Up Close With the 2009 Lincoln MKS
- The MKS looks and feels swank, especially the leather seats. I wasn’t wowed by the controls in the center console, but Sirius’ new system, which offers real-time traffic, weather, gas prices and even movie times, was pretty impressive. What I particularly liked was being able to select from several theaters, then being able to look at all the available movie times there. Since my family members often have very different tastes in movies, being able to go through multiple times at multiple locations would be a blessing.
You can search gas prices by location (is there one close enough so I won’t run out of gas?) or by price (I’ll go another four blocks if it’ll save me 10 cents a gallon). What’s really interesting, though, is that the Sirius system doesn’t (yet?) work with Ford and Microsoft’s Sync system, of which we at Cars.com are big fans. — Patrick Olsen, 2:10 p.m.
This is the first in a series of posts in which Cars.com staff will check out the just-introduced cars at the L.A. Auto Show and report back. We’ll update each one as soon as we can with different impressions, snapshots from the floor and other ramblings. If there’s anything you want to know or see about the cars, let us know in the comments.

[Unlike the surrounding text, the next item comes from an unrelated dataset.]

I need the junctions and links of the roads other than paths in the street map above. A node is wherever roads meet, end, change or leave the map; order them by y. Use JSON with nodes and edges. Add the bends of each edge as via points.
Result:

- The MKS’ grille looks bolder than the Pontiac-esque manufacturer photos suggest. Inside are plenty of soft-touch surfaces, and the knobs for the radio and air conditioning controls have cushioned movements, as any luxury car’s controls should. The leather wrapping on top of the dashboard looks more upscale than it feels. I found the seats a bit narrower, with larger side bolsters, than a typical Town Car buyer would want, but Lincoln says it wants some 60 percent of MKS sales to come from outside the brand (compare that to the MKX crossover’s 40 percent), so perhaps sporty is good.

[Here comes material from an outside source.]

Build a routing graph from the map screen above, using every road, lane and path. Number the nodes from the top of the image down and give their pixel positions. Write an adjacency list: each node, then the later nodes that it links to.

The MKS is based on Ford’s D3 platform, which underpins the Taurus and Mercury Sable. Besides a few switches here and there — the turn signals, headlight controls and power mirror and door-lock buttons — I noticed few shared pieces. That sets it apart from the smaller MKZ, which seems too similar to a Ford Fusion inside. — Kelsey Mays, 12:28 p.m.
- The grille works for me — though bold grilles are getting so common I wonder how long it will be before someone has to go subtle just to stand out. The rear end, on the other hand, looks weird. What’s with those little vertical taillights and white backup lenses? The interior is pretty nice. Lincoln says the leather is made with the same process used on infant shoes — and you know how discerning infants are about such things. The materials are good overall.
The dash looks elegant but isn’t very soft to the touch. (What would the infants think?) What concerns me is the dashboard’s center control panel, aka the center stack: This is something Lincoln has never gotten quite right. A good design, layout and materials are important in this focal point of a luxury car. The MKS’ is decent, but it doesn’t scream luxury. — Joe Wiesenfelder, 10:16 a.m.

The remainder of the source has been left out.